Frederick de Horn (died 1780 or 1781) (real name Brandt) was the first husband of the painter Angelica Kauffman. According to contemporary sources, which may not be reliable, he was an imposter and bigamist who posed as a Swedish count.

Marriage to Angelica Kauffman

Brandt is chiefly known for his marriage to the Swiss painter Angelica Kauffman whom he met in London in 1766 or 1767 where she had opened a studio after arriving from the continent. The couple married at the Anglican St James's Church, Piccadilly, on 22 November 1767 in front of the Rev. Baddeley. The witnesses were Annie and Richard Horne. Sources write of a possible second ceremony at a local Catholic church but there is no evidence for it. Such a ceremony would also have been risky as the anti-Catholic penal laws were still in force which mandated execution for a Catholic priest who married two Catholics and imprisonment for the newly-weds.

A drawing of Kauffman by Nathaniel Dance (c. 1767) now in the British Museum, shows her with a wedding ring and her hand over her heart indicating love.

The couple lived apart and the relations between them quickly broke down. It was speculated in contemporary sources that the marriage was unconsummated and that Horn was impotent.

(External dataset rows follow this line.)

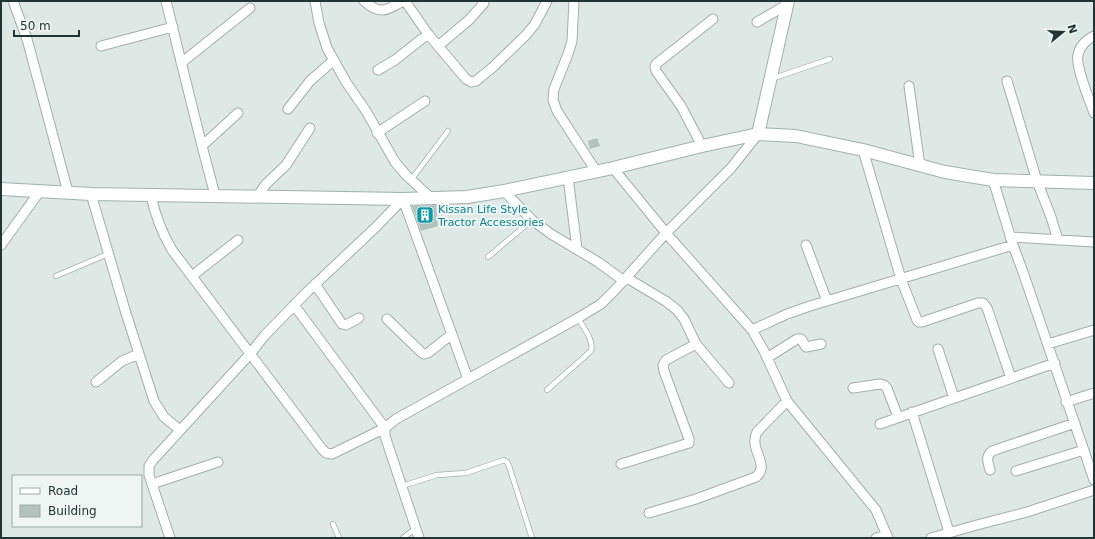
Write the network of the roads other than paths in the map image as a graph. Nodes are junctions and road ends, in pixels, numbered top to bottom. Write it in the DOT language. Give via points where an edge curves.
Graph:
graph roads {
  1 [pos="14,1"];
  2 [pos="166,1"];
  3 [pos="315,1"];
  4 [pos="364,1"];
  5 [pos="404,1"];
  6 [pos="547,1"];
  7 [pos="574,1"];
  8 [pos="484,3"];
  9 [pos="788,3"];
  10 [pos="250,8"];
  11 [pos="713,19"];
  12 [pos="758,22"];
  13 [pos="173,27"];
  14 [pos="428,34"];
  15 [pos="1094,36"];
  16 [pos="101,46"];
  17 [pos="438,46"];
  18 [pos="830,59"];
  19 [pos="334,60"];
  20 [pos="181,63"];
  21 [pos="378,70"];
  22 [pos="770,80"];
  23 [pos="1007,81"];
  24 [pos="909,86"];
  25 [pos="425,101"];
  26 [pos="288,109"];
  27 [pos="238,113"];
  28 [pos="1094,113"];
  29 [pos="310,128"];
  30 [pos="448,131"];
  31 [pos="377,133"];
  32 [pos="758,134"];
  33 [pos="202,146"];
  34 [pos="702,146"];
  35 [pos="863,150"];
  36 [pos="920,166"];
  37 [pos="613,168"];
  38 [pos="596,171"];
  39 [pos="568,177"];
  40 [pos="411,180"];
  41 [pos="993,180"];
  42 [pos="1037,182"];
  43 [pos="1094,183"];
  44 [pos="1,189"];
  45 [pos="40,191"];
  46 [pos="504,191"];
  47 [pos="68,192"];
  48 [pos="90,194"];
  49 [pos="151,195"];
  50 [pos="215,195"];
  51 [pos="257,197"];
  52 [pos="431,198"];
  53 [pos="403,199"];
  54 [pos="532,220"];
  55 [pos="666,233"];
  56 [pos="238,240"];
  57 [pos="1058,240"];
  58 [pos="1011,241"];
  59 [pos="1094,242"];
  60 [pos="806,244"];
  61 [pos="1,245"];
  62 [pos="577,249"];
  63 [pos="108,254"];
  64 [pos="488,257"];
  65 [pos="56,276"];
  66 [pos="192,276"];
  67 [pos="901,279"];
  68 [pos="625,280"];
  69 [pos="315,284"];
  70 [pos="827,301"];
  71 [pos="294,305"];
  72 [pos="359,318"];
  73 [pos="578,318"];
  74 [pos="387,319"];
  75 [pos="752,330"];
  76 [pos="1094,330"];
  77 [pos="452,334"];
  78 [pos="696,344"];
  79 [pos="821,344"];
  80 [pos="1048,344"];
  81 [pos="938,349"];
  82 [pos="139,354"];
  83 [pos="250,354"];
  84 [pos="767,358"];
  85 [pos="1055,363"];
  86 [pos="1011,378"];
  87 [pos="468,379"];
  88 [pos="96,382"];
  89 [pos="729,383"];
  90 [pos="852,388"];
  91 [pos="547,390"];
  92 [pos="1094,392"];
  93 [pos="954,398"];
  94 [pos="787,401"];
  95 [pos="1066,402"];
  96 [pos="912,412"];
  97 [pos="898,417"];
  98 [pos="1075,423"];
  99 [pos="880,424"];
  100 [pos="385,428"];
  101 [pos="180,430"];
  102 [pos="1084,450"];
  103 [pos="218,462"];
  104 [pos="621,464"];
  105 [pos="990,470"];
  106 [pos="1016,472"];
  107 [pos="1094,480"];
  108 [pos="152,484"];
  109 [pos="402,486"];
  110 [pos="1094,490"];
  111 [pos="649,513"];
  112 [pos="333,524"];
  113 [pos="416,528"];
  114 [pos="949,532"];
  115 [pos="888,536"];
  116 [pos="170,538"];
  117 [pos="338,538"];
  118 [pos="403,538"];
  119 [pos="419,538"];
  120 [pos="532,538"];
  121 [pos="876,538"];
  122 [pos="932,538"];
  1 -- 47 [label="street" via="27,39"];
  2 -- 13 [label="street"];
  3 -- 19 [label="street" via="327,48"];
  4 -- 5 [label="street" via="378,10"];
  5 -- 14 [label="street"];
  6 -- 17 [label="street" via="536,24 493,68 476,81 466,79"];
  7 -- 38 [label="street" via="572,41 554,90 554,100 557,111"];
  8 -- 17 [label="street" via="470,20"];
  9 -- 12 [label="street"];
  9 -- 22 [label="main road"];
  10 -- 20 [label="street"];
  11 -- 34 [label="street" via="655,67 681,106"];
  13 -- 16 [label="street"];
  13 -- 20 [label="street"];
  14 -- 17 [label="street"];
  14 -- 21 [label="street"];
  15 -- 28 [label="street" via="1086,40 1077,56"];
  18 -- 22 [label="lane"];
  19 -- 26 [label="street" via="310,81"];
  19 -- 31 [label="street"];
  20 -- 33 [label="street"];
  22 -- 32 [label="main road"];
  23 -- 42 [label="street"];
  24 -- 36 [label="street"];
  25 -- 31 [label="street"];
  27 -- 33 [label="street"];
  29 -- 51 [label="street" via="286,165 266,184"];
  30 -- 40 [label="lane"];
  31 -- 40 [label="street" via="395,162"];
  32 -- 34 [label="main road"];
  32 -- 35 [label="main road" via="796,136"];
  32 -- 55 [label="street" via="731,168"];
  33 -- 50 [label="street"];
  34 -- 37 [label="main road"];
  35 -- 36 [label="main road"];
  35 -- 67 [label="street"];
  36 -- 41 [label="main road"];
  37 -- 38 [label="main road"];
  37 -- 55 [label="street"];
  38 -- 39 [label="main road"];
  39 -- 46 [label="main road"];
  39 -- 62 [label="street"];
  40 -- 52 [label="street"];
  41 -- 42 [label="main road"];
  41 -- 58 [label="street"];
  42 -- 43 [label="main road"];
  42 -- 57 [label="street"];
  44 -- 45 [label="main road"];
  45 -- 47 [label="main road"];
  45 -- 61 [label="street"];
  46 -- 52 [label="main road" via="467,197"];
  46 -- 54 [label="street"];
  47 -- 48 [label="main road"];
  48 -- 49 [label="main road"];
  48 -- 63 [label="street"];
  49 -- 50 [label="main road"];
  49 -- 66 [label="street" via="154,214 161,231"];
  50 -- 51 [label="main road"];
  51 -- 53 [label="main road"];
  52 -- 53 [label="main road"];
  53 -- 69 [label="street"];
  53 -- 77 [label="street"];
  54 -- 62 [label="street" via="550,234"];
  54 -- 64 [label="lane"];
  55 -- 68 [label="street"];
  55 -- 75 [label="street"];
  56 -- 66 [label="street"];
  57 -- 58 [label="street"];
  57 -- 59 [label="street"];
  58 -- 67 [label="street"];
  58 -- 80 [label="street"];
  60 -- 70 [label="street"];
  62 -- 68 [label="street"];
  63 -- 65 [label="lane"];
  63 -- 82 [label="street"];
  66 -- 83 [label="street"];
  67 -- 70 [label="street"];
  67 -- 86 [label="street" via="919,322 978,302 983,303"];
  68 -- 73 [label="street" via="601,304"];
  68 -- 78 [label="street" via="677,310"];
  69 -- 71 [label="street"];
  69 -- 72 [label="street" via="342,324 346,325"];
  70 -- 75 [label="street" via="787,314"];
  71 -- 83 [label="street"];
  71 -- 100 [label="street"];
  73 -- 87 [label="street"];
  73 -- 91 [label="lane" via="591,341 591,351"];
  74 -- 77 [label="street" via="424,354"];
  75 -- 84 [label="street"];
  76 -- 80 [label="street"];
  77 -- 87 [label="street"];
  78 -- 89 [label="street"];
  78 -- 104 [label="street" via="666,360 663,365 689,443"];
  79 -- 84 [label="street" via="806,347 801,339 797,339"];
  80 -- 85 [label="street"];
  81 -- 93 [label="street"];
  82 -- 88 [label="street" via="122,361"];
  82 -- 101 [label="street" via="154,401 164,417"];
  83 -- 100 [label="street" via="326,453 340,451"];
  83 -- 101 [label="street"];
  84 -- 94 [label="street"];
  85 -- 86 [label="street"];
  85 -- 95 [label="street"];
  86 -- 93 [label="street"];
  87 -- 100 [label="street" via="396,419"];
  90 -- 97 [label="street" via="884,385"];
  92 -- 95 [label="street"];
  93 -- 96 [label="street"];
  94 -- 111 [label="street" via="754,438 762,468 760,474 696,499"];
  94 -- 115 [label="street" via="876,510"];
  95 -- 98 [label="street"];
  96 -- 97 [label="street"];
  96 -- 114 [label="street"];
  97 -- 99 [label="street"];
  98 -- 102 [label="street"];
  98 -- 105 [label="street" via="992,451 987,458"];
  100 -- 109 [label="street" via="385,436"];
  101 -- 108 [label="street" via="149,466"];
  102 -- 106 [label="street"];
  102 -- 107 [label="street"];
  103 -- 108 [label="street"];
  108 -- 116 [label="street"];
  109 -- 113 [label="street"];
  109 -- 120 [label="lane" via="437,475 466,472 504,460 509,466"];
  110 -- 114 [label="street" via="1027,512"];
  112 -- 117 [label="lane"];
  113 -- 118 [label="lane"];
  113 -- 119 [label="street"];
  114 -- 122 [label="street"];
  115 -- 121 [label="street"];
}
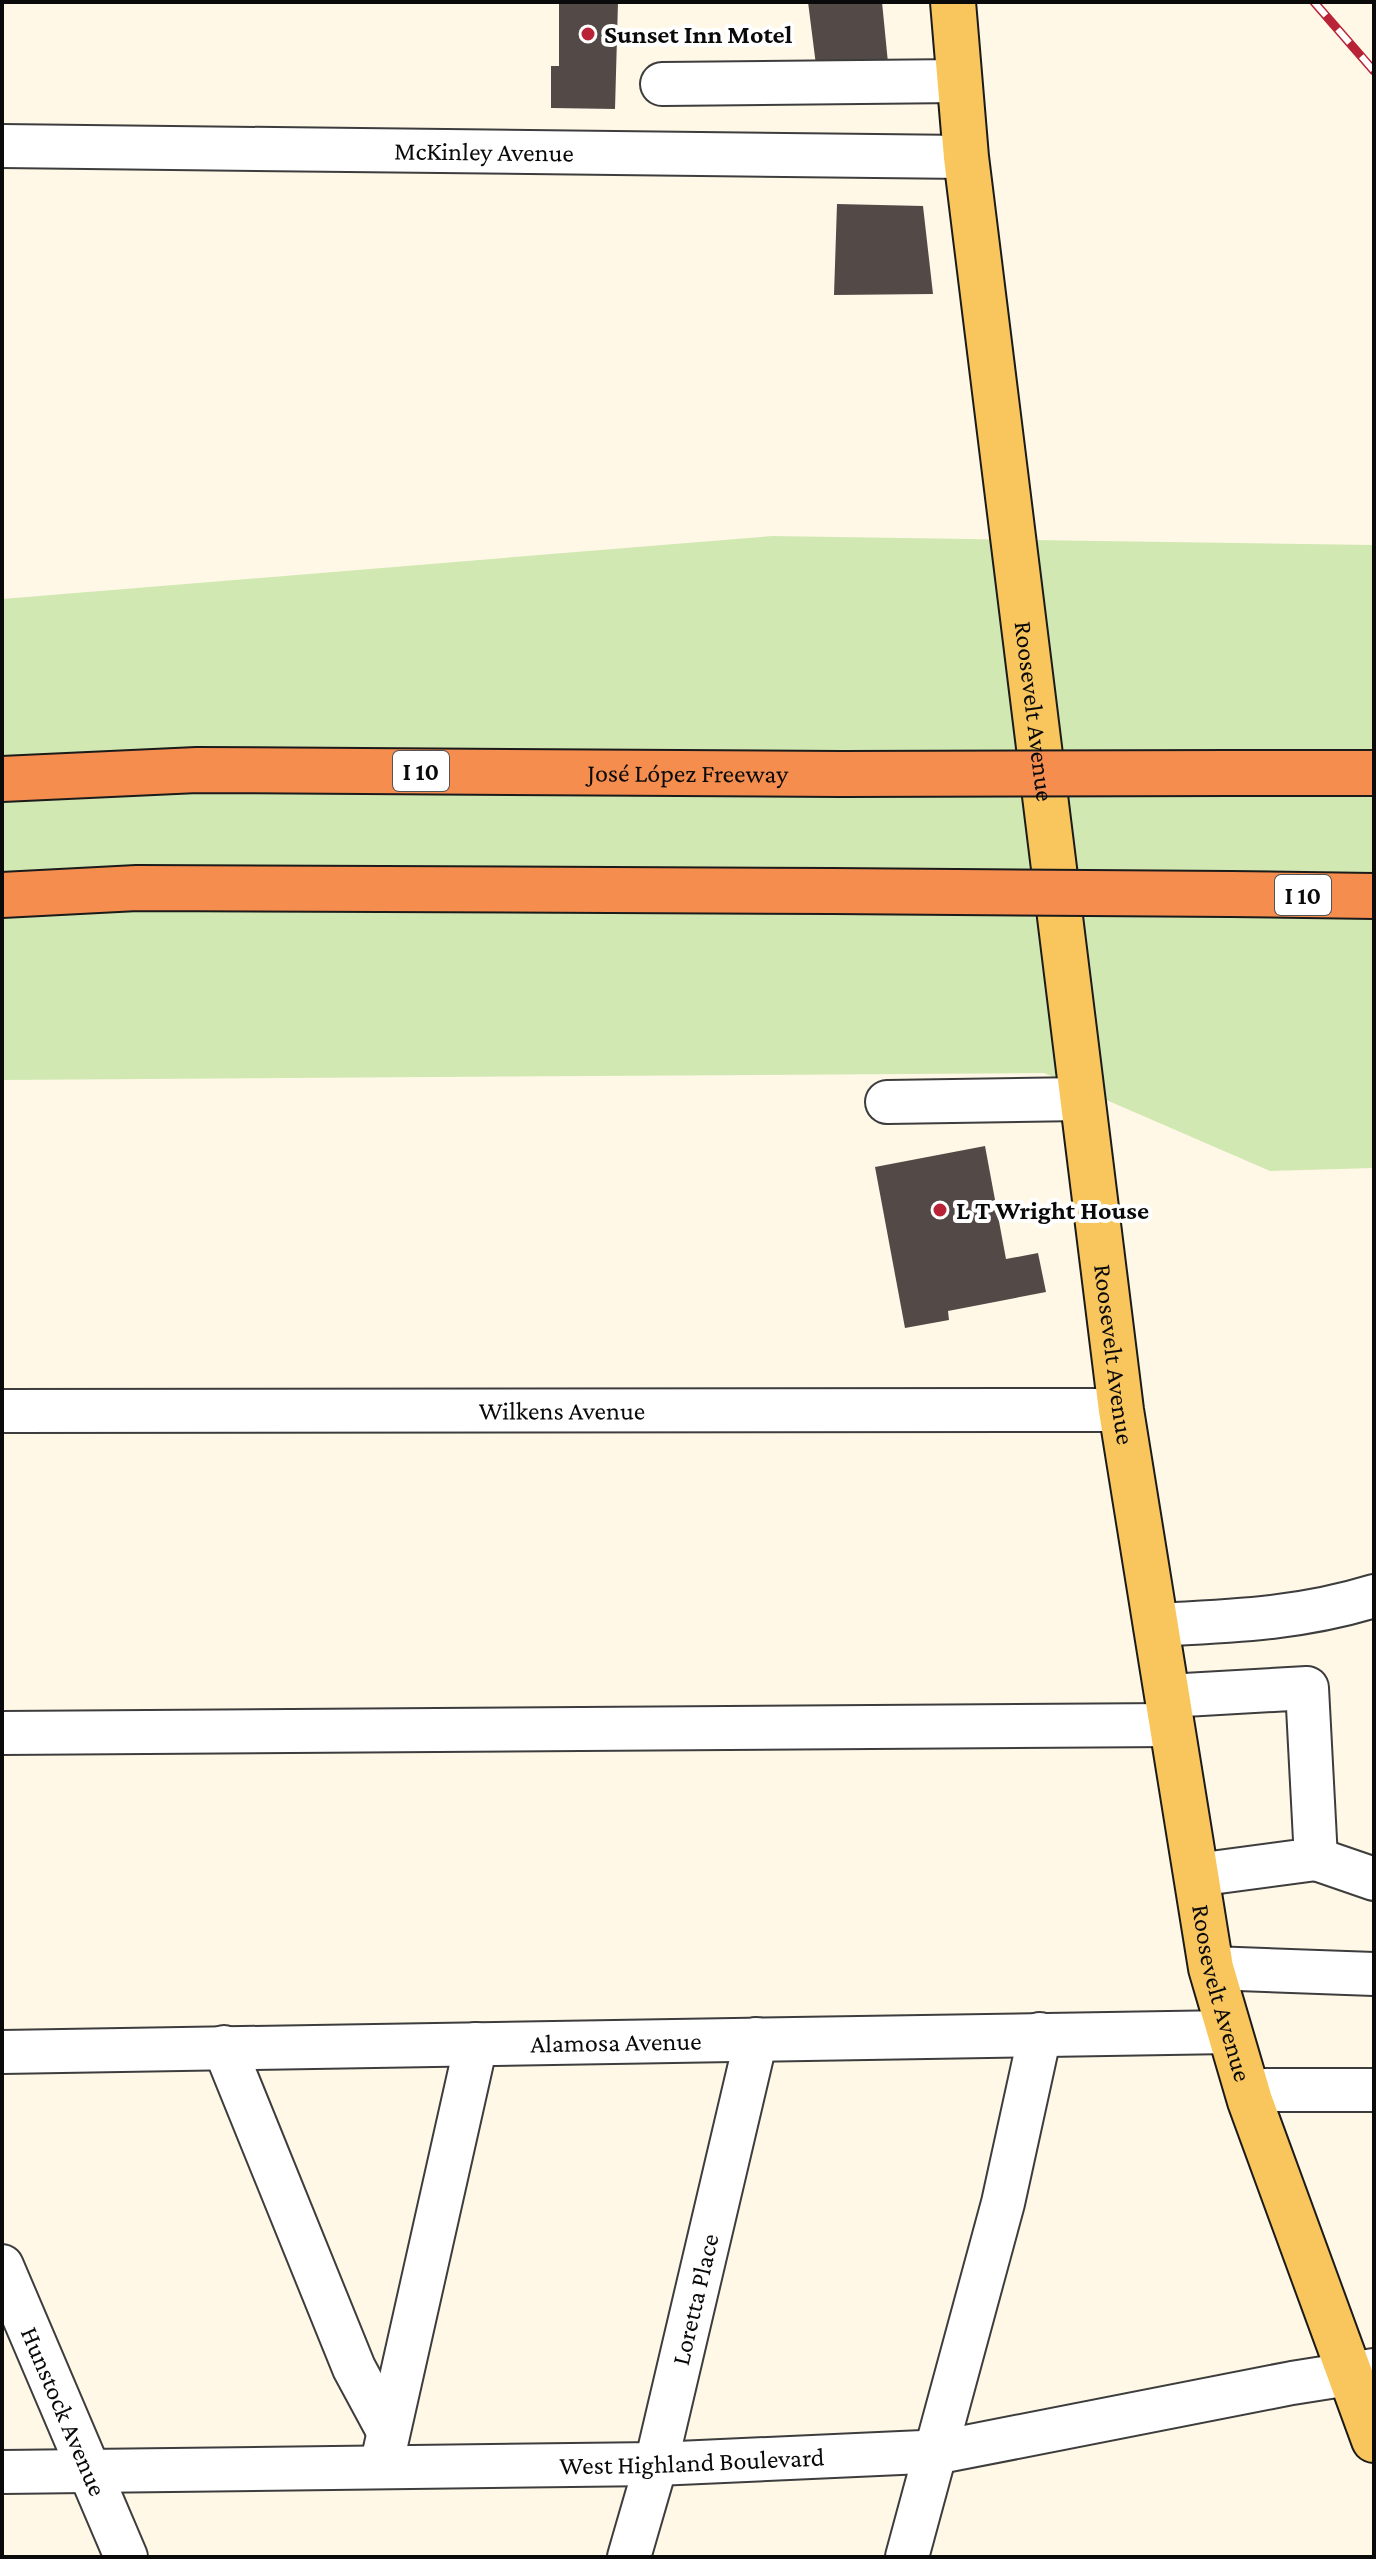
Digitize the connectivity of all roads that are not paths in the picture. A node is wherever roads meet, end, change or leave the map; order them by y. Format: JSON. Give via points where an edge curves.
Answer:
{"nodes":[{"id":1,"x":953,"y":2,"type":"edge"},
{"id":2,"x":960,"y":81,"type":"junction"},
{"id":3,"x":662,"y":84,"type":"dead end"},
{"id":4,"x":2,"y":146,"type":"edge"},
{"id":5,"x":966,"y":157,"type":"junction"},
{"id":6,"x":1374,"y":773,"type":"edge"},
{"id":7,"x":2,"y":779,"type":"edge"},
{"id":8,"x":2,"y":895,"type":"edge"},
{"id":9,"x":1374,"y":896,"type":"edge"},
{"id":10,"x":1082,"y":1099,"type":"junction"},
{"id":11,"x":887,"y":1102,"type":"dead end"},
{"id":12,"x":1121,"y":1410,"type":"junction"},
{"id":13,"x":2,"y":1411,"type":"edge"},
{"id":14,"x":1374,"y":1596,"type":"edge"},
{"id":15,"x":1155,"y":1625,"type":"junction"},
{"id":16,"x":1170,"y":1711,"type":"junction"},
{"id":17,"x":2,"y":1733,"type":"edge"},
{"id":18,"x":1316,"y":1859,"type":"junction"},
{"id":19,"x":1196,"y":1875,"type":"junction"},
{"id":20,"x":1374,"y":1879,"type":"edge"},
{"id":21,"x":1211,"y":1968,"type":"junction"},
{"id":22,"x":1374,"y":1974,"type":"edge"},
{"id":23,"x":1230,"y":2032,"type":"junction"},
{"id":24,"x":1040,"y":2034,"type":"junction"},
{"id":25,"x":756,"y":2039,"type":"junction"},
{"id":26,"x":476,"y":2044,"type":"junction"},
{"id":27,"x":224,"y":2047,"type":"junction"},
{"id":28,"x":2,"y":2052,"type":"edge"},
{"id":29,"x":1247,"y":2090,"type":"junction"},
{"id":30,"x":1374,"y":2090,"type":"edge"},
{"id":31,"x":2,"y":2266,"type":"edge"},
{"id":32,"x":1362,"y":2372,"type":"edge"},
{"id":33,"x":1374,"y":2440,"type":"edge"},
{"id":34,"x":384,"y":2449,"type":"junction"},
{"id":35,"x":933,"y":2452,"type":"junction"},
{"id":36,"x":656,"y":2464,"type":"junction"},
{"id":37,"x":91,"y":2471,"type":"junction"},
{"id":38,"x":2,"y":2472,"type":"edge"},
{"id":39,"x":126,"y":2557,"type":"edge"},
{"id":40,"x":629,"y":2557,"type":"edge"},
{"id":41,"x":907,"y":2557,"type":"edge"}],
"edges":[{"from":1,"to":2,"type":"main road","name":"Roosevelt Avenue"},
{"from":2,"to":3,"type":"street"},
{"from":2,"to":5,"type":"main road","name":"Roosevelt Avenue"},
{"from":4,"to":5,"type":"street","name":"McKinley Avenue"},
{"from":5,"to":10,"type":"main road","name":"Roosevelt Avenue"},
{"from":6,"to":7,"type":"highway","name":"José López Freeway","number":"I 10","bridge":true,"via":[[197,770]]},
{"from":8,"to":9,"type":"highway","number":"I 10","bridge":true,"via":[[137,888]]},
{"from":10,"to":11,"type":"street"},
{"from":10,"to":12,"type":"main road","name":"Roosevelt Avenue"},
{"from":12,"to":13,"type":"street","name":"Wilkens Avenue"},
{"from":12,"to":15,"type":"main road","name":"Roosevelt Avenue"},
{"from":14,"to":15,"type":"street","via":[[1281,1619]]},
{"from":15,"to":16,"type":"main road","name":"Roosevelt Avenue"},
{"from":16,"to":17,"type":"street"},
{"from":16,"to":18,"type":"street","via":[[1307,1688]]},
{"from":16,"to":19,"type":"main road","name":"Roosevelt Avenue"},
{"from":18,"to":19,"type":"street"},
{"from":18,"to":20,"type":"street"},
{"from":19,"to":21,"type":"main road","name":"Roosevelt Avenue"},
{"from":21,"to":22,"type":"street"},
{"from":21,"to":23,"type":"main road","name":"Roosevelt Avenue"},
{"from":23,"to":24,"type":"street","name":"Alamosa Avenue"},
{"from":23,"to":29,"type":"main road","name":"Roosevelt Avenue"},
{"from":24,"to":25,"type":"street","name":"Alamosa Avenue"},
{"from":24,"to":35,"type":"street","via":[[1003,2203]]},
{"from":25,"to":26,"type":"street","name":"Alamosa Avenue"},
{"from":25,"to":36,"type":"street","name":"Loretta Place"},
{"from":26,"to":27,"type":"street","name":"Alamosa Avenue"},
{"from":26,"to":34,"type":"street"},
{"from":27,"to":28,"type":"street","name":"Alamosa Avenue"},
{"from":27,"to":34,"type":"street"},
{"from":29,"to":30,"type":"street"},
{"from":29,"to":32,"type":"main road","name":"Roosevelt Avenue"},
{"from":31,"to":37,"type":"street","name":"Hunstock Avenue"},
{"from":32,"to":33,"type":"main road","name":"Roosevelt Avenue"},
{"from":32,"to":35,"type":"street","name":"West Highland Boulevard"},
{"from":34,"to":36,"type":"street","name":"West Highland Boulevard"},
{"from":34,"to":37,"type":"street","name":"West Highland Boulevard"},
{"from":35,"to":36,"type":"street","name":"West Highland Boulevard"},
{"from":35,"to":41,"type":"street"},
{"from":36,"to":40,"type":"street","name":"Loretta Place"},
{"from":37,"to":38,"type":"street","name":"West Highland Boulevard"},
{"from":37,"to":39,"type":"street","name":"Hunstock Avenue"}]}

Following the breakdown of the marriage it was said that Brandt was revealed to be a bigamist who had married in Hildesheim, Hanover (now Germany), in 1765. It was also said that he used false names, calling himself Studerat in Amsterdam, Rosenkranz in Breslau, and Buckle or Burckle in Sweden. He was also said to have posed as a colonel in the army of Frederick the Great. It was said that he was the illegitimate son of Count de Horn and a maidservant Christina Brandt who had been brought up in the Count's household.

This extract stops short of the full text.